(Items listed in a dataset)

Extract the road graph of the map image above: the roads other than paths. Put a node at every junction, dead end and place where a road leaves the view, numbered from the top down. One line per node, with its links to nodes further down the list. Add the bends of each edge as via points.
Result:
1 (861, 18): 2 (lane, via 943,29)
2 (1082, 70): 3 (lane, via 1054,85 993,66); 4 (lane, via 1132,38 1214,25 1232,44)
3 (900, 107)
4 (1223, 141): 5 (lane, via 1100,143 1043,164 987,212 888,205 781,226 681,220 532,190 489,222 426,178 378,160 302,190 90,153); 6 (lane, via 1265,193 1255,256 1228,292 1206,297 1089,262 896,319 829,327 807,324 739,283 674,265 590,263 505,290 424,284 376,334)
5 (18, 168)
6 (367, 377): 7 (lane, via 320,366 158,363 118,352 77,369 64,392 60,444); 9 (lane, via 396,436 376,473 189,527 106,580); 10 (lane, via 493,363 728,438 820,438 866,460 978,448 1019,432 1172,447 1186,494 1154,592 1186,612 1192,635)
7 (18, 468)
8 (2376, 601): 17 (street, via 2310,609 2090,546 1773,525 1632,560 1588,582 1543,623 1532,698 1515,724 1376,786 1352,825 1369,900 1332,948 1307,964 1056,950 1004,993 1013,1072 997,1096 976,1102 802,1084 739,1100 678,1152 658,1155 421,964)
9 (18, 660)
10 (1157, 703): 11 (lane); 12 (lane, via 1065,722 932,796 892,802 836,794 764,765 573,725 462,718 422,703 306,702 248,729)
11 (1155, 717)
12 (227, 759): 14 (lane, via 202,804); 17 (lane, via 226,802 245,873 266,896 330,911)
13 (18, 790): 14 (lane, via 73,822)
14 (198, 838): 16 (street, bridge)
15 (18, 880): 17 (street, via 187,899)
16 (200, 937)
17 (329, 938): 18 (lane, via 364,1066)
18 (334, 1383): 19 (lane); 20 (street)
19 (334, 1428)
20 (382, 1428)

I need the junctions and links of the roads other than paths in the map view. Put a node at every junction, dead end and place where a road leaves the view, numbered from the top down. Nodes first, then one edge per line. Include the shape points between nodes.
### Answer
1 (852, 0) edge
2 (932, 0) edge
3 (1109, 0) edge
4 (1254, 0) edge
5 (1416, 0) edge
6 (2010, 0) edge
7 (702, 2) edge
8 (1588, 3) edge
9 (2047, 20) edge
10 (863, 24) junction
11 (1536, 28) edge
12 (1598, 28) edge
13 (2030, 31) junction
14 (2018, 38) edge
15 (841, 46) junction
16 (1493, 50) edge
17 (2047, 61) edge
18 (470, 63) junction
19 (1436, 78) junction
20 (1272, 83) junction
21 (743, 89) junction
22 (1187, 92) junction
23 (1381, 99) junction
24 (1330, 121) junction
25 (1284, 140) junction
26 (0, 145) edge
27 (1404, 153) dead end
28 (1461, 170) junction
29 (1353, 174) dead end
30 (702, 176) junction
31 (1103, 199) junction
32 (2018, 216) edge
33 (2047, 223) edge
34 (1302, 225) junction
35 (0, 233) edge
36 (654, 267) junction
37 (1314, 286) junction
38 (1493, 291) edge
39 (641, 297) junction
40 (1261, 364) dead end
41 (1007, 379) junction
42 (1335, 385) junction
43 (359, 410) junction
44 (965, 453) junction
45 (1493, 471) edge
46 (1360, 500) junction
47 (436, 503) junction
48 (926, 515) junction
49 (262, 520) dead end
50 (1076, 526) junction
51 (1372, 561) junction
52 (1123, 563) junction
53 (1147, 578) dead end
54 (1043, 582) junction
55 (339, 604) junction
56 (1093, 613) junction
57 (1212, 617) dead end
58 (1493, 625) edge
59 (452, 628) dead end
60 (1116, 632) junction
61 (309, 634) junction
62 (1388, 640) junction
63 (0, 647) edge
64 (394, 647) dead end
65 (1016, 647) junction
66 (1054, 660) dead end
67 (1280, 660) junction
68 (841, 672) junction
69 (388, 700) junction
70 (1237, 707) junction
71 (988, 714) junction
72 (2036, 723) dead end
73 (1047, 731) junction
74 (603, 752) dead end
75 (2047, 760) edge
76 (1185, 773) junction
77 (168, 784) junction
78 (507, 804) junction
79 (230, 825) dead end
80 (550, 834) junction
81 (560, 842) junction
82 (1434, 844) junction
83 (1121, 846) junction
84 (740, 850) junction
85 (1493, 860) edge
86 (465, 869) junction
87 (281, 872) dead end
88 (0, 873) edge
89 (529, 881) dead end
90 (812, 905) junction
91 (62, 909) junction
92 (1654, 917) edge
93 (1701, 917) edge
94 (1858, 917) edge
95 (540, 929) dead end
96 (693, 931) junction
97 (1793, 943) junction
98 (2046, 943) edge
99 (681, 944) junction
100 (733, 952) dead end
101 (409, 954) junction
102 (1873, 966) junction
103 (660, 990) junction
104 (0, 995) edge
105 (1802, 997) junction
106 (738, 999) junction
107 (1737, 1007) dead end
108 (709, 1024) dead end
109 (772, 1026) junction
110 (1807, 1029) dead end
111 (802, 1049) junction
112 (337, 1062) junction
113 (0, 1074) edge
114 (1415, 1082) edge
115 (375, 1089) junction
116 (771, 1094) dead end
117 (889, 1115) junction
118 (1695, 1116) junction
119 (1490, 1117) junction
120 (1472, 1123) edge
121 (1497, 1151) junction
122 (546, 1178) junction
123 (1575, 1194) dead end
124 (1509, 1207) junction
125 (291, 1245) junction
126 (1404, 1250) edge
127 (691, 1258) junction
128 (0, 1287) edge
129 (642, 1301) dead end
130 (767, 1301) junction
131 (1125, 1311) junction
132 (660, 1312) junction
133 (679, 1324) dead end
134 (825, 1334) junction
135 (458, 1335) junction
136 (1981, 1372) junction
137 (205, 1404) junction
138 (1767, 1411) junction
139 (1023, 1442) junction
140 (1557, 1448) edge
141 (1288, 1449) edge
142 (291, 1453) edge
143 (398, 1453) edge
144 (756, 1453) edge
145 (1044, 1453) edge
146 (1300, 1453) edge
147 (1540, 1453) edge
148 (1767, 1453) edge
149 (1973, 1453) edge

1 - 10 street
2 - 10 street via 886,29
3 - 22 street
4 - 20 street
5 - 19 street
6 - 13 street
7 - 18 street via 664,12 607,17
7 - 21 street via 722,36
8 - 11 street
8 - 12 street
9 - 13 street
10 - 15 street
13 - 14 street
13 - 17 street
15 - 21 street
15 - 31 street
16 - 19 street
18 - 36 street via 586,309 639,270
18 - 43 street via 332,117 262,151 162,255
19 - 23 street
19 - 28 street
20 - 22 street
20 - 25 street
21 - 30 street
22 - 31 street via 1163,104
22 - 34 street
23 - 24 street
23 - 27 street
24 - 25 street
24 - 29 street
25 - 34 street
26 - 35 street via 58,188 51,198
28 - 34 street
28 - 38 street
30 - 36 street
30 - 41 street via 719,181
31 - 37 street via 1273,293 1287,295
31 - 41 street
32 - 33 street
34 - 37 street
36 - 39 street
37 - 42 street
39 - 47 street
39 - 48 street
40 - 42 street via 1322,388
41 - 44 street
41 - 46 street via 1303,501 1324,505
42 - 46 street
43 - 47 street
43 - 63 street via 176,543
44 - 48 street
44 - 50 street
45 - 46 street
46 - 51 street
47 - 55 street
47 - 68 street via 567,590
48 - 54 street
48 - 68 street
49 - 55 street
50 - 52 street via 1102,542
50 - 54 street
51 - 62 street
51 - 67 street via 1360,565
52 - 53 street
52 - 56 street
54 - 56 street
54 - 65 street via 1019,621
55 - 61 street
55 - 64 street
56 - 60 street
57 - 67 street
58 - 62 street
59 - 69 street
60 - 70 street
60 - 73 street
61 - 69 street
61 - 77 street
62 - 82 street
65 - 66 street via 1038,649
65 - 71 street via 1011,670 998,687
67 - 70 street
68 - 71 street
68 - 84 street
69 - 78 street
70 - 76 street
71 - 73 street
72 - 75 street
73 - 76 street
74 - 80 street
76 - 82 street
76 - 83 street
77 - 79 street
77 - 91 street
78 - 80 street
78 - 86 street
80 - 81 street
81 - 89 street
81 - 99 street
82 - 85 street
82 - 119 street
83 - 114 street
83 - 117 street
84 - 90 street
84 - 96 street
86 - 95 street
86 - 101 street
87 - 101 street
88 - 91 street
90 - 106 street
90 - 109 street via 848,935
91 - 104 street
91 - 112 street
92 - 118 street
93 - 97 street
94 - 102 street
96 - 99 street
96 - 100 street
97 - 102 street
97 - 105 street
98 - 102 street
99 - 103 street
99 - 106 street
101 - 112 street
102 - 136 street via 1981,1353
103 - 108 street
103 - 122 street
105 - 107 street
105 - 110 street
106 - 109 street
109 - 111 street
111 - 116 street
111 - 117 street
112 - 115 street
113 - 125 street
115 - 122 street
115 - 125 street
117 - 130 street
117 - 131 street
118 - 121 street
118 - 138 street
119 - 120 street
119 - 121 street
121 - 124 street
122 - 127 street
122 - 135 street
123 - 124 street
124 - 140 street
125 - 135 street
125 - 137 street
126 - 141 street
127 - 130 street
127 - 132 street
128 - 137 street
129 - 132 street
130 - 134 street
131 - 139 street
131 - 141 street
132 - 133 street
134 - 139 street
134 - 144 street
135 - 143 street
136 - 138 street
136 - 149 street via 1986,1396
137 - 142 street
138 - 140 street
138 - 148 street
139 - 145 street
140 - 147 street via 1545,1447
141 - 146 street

■ ABOUT THIS TASK: Using the records above, pull out each line where the word "down" occurs.

■ SOLUTION TO THIS PROBLEM:
Extract the road graph of the map image above: the roads other than paths. Put a node at every junction, dead end and place where a road leaves the view, numbered from the top down. One line per node, with its links to nodes further down the list. Add the bends of each edge as via points.
I need the junctions and links of the roads other than paths in the map view. Put a node at every junction, dead end and place where a road leaves the view, numbered from the top down. Nodes first, then one edge per line. Include the shape points between nodes.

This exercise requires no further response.